TASK DESCRIPTION:
Look through the entries below and say how many lines contain the string "down". Give the number only.

INPUT RECORDS:
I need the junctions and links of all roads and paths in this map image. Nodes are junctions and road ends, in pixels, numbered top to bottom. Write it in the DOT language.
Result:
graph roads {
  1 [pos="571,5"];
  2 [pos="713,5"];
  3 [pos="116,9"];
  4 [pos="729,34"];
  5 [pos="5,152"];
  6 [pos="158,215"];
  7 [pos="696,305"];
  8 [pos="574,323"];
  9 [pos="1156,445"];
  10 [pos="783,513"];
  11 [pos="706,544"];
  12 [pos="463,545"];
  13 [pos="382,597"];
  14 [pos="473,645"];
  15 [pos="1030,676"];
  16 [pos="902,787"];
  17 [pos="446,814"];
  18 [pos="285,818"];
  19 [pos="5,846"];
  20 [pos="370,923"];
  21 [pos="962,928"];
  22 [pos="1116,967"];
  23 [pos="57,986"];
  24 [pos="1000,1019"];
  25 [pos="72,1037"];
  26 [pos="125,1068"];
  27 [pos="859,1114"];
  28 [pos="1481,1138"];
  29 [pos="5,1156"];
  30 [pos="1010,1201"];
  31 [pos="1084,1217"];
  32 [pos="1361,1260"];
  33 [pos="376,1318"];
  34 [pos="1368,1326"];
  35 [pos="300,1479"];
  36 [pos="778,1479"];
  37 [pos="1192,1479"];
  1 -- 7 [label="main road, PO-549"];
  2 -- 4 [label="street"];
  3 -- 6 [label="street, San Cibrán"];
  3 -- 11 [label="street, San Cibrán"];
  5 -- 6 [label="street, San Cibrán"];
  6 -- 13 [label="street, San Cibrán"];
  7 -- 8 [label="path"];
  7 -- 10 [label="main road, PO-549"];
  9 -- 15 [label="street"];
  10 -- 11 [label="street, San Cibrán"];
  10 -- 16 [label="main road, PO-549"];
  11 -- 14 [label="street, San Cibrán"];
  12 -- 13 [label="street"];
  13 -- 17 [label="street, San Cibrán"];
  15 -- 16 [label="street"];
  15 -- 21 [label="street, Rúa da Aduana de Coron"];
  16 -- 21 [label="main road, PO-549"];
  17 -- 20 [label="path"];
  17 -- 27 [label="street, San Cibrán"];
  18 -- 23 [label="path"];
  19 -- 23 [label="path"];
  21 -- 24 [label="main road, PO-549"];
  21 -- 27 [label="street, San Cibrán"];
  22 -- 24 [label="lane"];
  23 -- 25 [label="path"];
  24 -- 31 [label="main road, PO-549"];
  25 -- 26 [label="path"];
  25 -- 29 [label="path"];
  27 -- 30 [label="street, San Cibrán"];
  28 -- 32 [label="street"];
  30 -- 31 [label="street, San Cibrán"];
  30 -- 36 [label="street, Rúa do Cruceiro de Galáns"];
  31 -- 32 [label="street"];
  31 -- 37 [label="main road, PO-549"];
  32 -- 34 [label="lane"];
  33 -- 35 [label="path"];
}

...

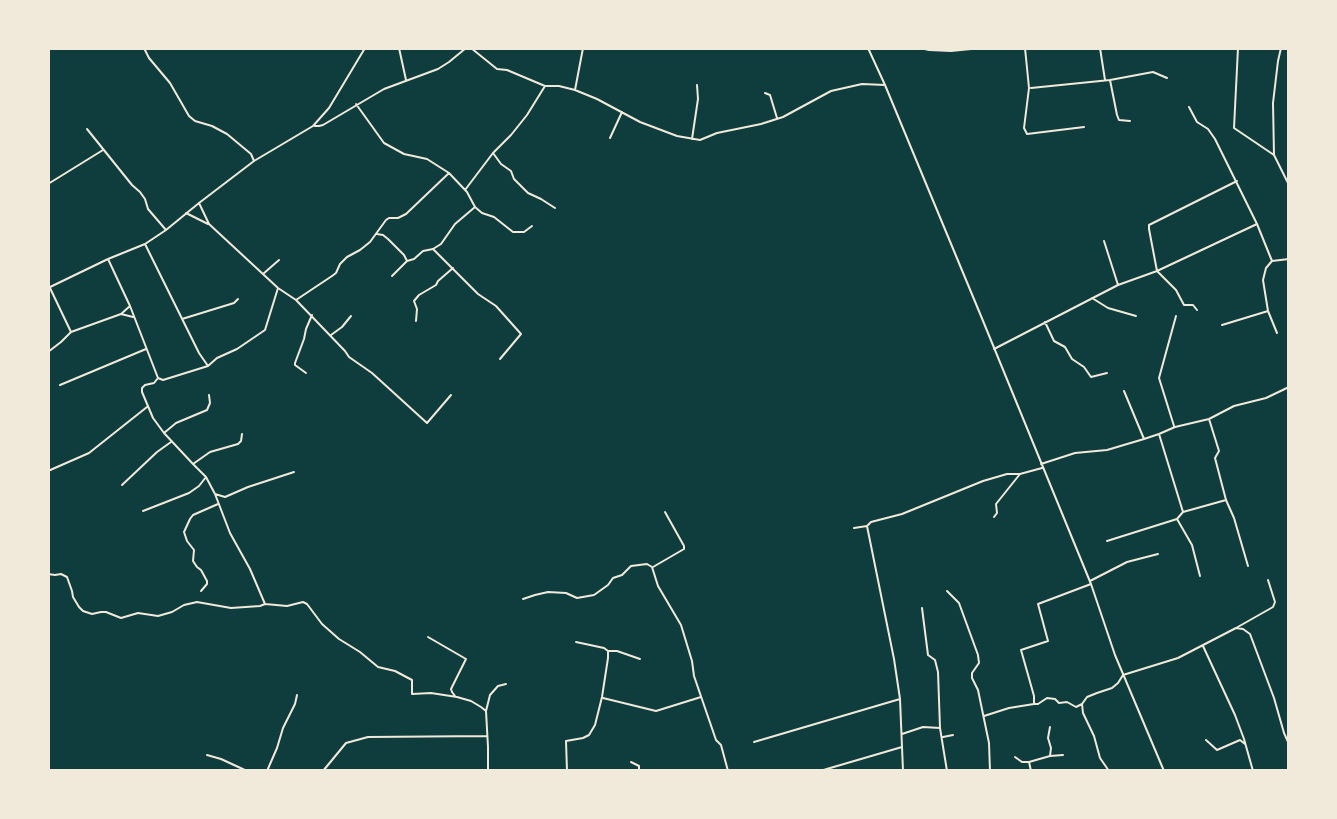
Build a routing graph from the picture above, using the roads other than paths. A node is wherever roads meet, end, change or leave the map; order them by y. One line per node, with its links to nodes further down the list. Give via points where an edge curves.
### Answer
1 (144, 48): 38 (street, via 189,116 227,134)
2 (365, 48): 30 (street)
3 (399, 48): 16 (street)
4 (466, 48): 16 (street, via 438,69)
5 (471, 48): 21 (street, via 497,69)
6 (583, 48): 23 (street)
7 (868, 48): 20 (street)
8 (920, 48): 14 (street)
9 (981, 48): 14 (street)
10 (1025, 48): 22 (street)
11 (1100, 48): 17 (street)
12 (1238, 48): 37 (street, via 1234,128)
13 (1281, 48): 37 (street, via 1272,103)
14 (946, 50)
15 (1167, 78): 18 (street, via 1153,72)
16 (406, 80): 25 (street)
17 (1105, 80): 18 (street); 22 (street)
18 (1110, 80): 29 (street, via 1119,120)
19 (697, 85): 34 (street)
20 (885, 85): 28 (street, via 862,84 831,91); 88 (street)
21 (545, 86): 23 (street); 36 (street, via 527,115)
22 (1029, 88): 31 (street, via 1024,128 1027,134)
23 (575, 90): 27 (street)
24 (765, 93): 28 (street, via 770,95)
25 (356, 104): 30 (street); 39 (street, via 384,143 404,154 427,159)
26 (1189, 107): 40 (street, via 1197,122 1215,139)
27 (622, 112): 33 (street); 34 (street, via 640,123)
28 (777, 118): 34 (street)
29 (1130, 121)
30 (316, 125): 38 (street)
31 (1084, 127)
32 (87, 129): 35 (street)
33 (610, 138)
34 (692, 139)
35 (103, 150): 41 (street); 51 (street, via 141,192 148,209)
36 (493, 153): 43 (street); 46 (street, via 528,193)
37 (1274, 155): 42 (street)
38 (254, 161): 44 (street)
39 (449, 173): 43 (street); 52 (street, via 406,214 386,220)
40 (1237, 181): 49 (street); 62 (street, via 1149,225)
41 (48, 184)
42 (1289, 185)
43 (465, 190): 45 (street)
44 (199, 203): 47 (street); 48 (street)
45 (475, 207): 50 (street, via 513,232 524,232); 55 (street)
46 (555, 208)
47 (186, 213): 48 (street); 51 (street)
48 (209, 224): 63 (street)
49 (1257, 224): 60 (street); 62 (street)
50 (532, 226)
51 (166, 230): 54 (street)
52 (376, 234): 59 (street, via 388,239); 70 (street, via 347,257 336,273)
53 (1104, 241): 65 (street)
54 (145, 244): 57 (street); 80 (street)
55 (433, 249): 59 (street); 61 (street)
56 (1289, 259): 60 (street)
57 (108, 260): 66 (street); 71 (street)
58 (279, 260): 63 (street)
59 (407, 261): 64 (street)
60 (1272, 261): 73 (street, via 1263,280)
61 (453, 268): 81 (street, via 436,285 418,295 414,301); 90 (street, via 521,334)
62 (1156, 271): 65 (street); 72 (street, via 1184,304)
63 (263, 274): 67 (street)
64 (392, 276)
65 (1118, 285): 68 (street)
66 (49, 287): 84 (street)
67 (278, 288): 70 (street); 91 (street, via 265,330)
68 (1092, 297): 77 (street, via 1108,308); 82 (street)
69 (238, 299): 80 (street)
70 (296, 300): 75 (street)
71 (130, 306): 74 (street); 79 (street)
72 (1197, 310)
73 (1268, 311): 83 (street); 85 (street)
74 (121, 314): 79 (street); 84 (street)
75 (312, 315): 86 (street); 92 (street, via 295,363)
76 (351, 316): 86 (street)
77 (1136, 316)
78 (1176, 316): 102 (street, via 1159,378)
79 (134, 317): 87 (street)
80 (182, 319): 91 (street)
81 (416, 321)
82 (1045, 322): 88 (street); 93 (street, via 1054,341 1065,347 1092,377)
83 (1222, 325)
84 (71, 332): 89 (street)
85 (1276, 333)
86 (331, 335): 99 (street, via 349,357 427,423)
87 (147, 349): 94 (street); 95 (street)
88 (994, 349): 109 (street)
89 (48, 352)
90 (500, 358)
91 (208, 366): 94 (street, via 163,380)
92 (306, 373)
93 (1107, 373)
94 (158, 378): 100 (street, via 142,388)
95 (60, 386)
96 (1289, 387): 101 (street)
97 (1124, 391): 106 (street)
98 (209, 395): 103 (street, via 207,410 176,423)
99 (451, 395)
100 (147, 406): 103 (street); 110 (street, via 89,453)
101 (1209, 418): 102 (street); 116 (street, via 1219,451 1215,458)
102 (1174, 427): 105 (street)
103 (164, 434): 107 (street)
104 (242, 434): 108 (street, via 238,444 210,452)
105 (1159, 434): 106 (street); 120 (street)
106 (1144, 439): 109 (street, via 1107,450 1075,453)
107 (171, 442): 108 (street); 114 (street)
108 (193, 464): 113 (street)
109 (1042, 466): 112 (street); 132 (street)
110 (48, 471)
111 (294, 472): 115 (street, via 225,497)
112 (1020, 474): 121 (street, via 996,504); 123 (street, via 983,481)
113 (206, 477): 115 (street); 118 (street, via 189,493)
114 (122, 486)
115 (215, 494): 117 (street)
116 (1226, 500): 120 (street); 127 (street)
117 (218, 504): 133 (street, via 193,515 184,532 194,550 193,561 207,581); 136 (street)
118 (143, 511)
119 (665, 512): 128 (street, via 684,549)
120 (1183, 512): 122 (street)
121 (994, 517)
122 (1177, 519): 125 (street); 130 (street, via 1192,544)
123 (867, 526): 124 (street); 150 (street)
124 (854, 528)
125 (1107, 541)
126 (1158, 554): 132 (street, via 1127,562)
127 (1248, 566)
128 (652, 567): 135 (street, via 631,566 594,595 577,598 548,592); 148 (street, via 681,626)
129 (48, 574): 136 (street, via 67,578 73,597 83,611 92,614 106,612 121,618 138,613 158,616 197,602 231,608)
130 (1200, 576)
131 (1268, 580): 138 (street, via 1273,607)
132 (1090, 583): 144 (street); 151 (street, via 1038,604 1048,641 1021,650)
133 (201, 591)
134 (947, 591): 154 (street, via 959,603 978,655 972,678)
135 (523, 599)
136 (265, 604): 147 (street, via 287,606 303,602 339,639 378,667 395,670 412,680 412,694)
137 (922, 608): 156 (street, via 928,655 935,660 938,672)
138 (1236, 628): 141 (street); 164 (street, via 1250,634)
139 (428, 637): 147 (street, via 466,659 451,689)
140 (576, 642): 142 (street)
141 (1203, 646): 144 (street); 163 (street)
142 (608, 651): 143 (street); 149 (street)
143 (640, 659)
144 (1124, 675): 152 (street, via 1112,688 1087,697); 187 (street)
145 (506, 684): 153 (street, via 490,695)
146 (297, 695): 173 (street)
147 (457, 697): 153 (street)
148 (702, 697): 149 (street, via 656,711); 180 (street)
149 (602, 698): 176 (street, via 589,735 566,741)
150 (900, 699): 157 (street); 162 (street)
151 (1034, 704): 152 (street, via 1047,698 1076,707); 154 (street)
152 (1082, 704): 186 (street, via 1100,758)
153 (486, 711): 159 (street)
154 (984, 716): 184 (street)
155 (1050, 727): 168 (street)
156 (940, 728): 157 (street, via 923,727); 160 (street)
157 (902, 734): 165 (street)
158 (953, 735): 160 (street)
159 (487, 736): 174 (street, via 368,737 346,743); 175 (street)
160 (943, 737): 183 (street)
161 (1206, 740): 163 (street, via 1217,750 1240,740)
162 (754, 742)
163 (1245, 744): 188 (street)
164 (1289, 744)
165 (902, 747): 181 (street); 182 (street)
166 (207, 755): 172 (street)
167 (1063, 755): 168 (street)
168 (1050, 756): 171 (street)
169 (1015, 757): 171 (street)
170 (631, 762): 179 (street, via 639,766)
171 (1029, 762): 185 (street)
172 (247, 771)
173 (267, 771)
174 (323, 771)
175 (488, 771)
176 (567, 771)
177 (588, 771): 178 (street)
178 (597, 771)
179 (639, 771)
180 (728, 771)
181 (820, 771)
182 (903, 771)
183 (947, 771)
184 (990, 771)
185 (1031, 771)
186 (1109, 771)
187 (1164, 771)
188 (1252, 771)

==

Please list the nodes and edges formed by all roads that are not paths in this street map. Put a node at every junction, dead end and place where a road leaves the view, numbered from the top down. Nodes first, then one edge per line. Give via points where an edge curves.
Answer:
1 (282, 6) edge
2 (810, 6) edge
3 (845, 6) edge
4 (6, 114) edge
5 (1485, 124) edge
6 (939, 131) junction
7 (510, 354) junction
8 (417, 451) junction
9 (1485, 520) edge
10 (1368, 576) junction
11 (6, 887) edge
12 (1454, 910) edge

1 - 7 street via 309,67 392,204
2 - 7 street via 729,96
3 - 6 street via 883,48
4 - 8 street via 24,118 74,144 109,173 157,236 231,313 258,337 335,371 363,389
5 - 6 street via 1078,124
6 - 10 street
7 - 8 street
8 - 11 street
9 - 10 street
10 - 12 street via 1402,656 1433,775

RESPONSE AREA:
2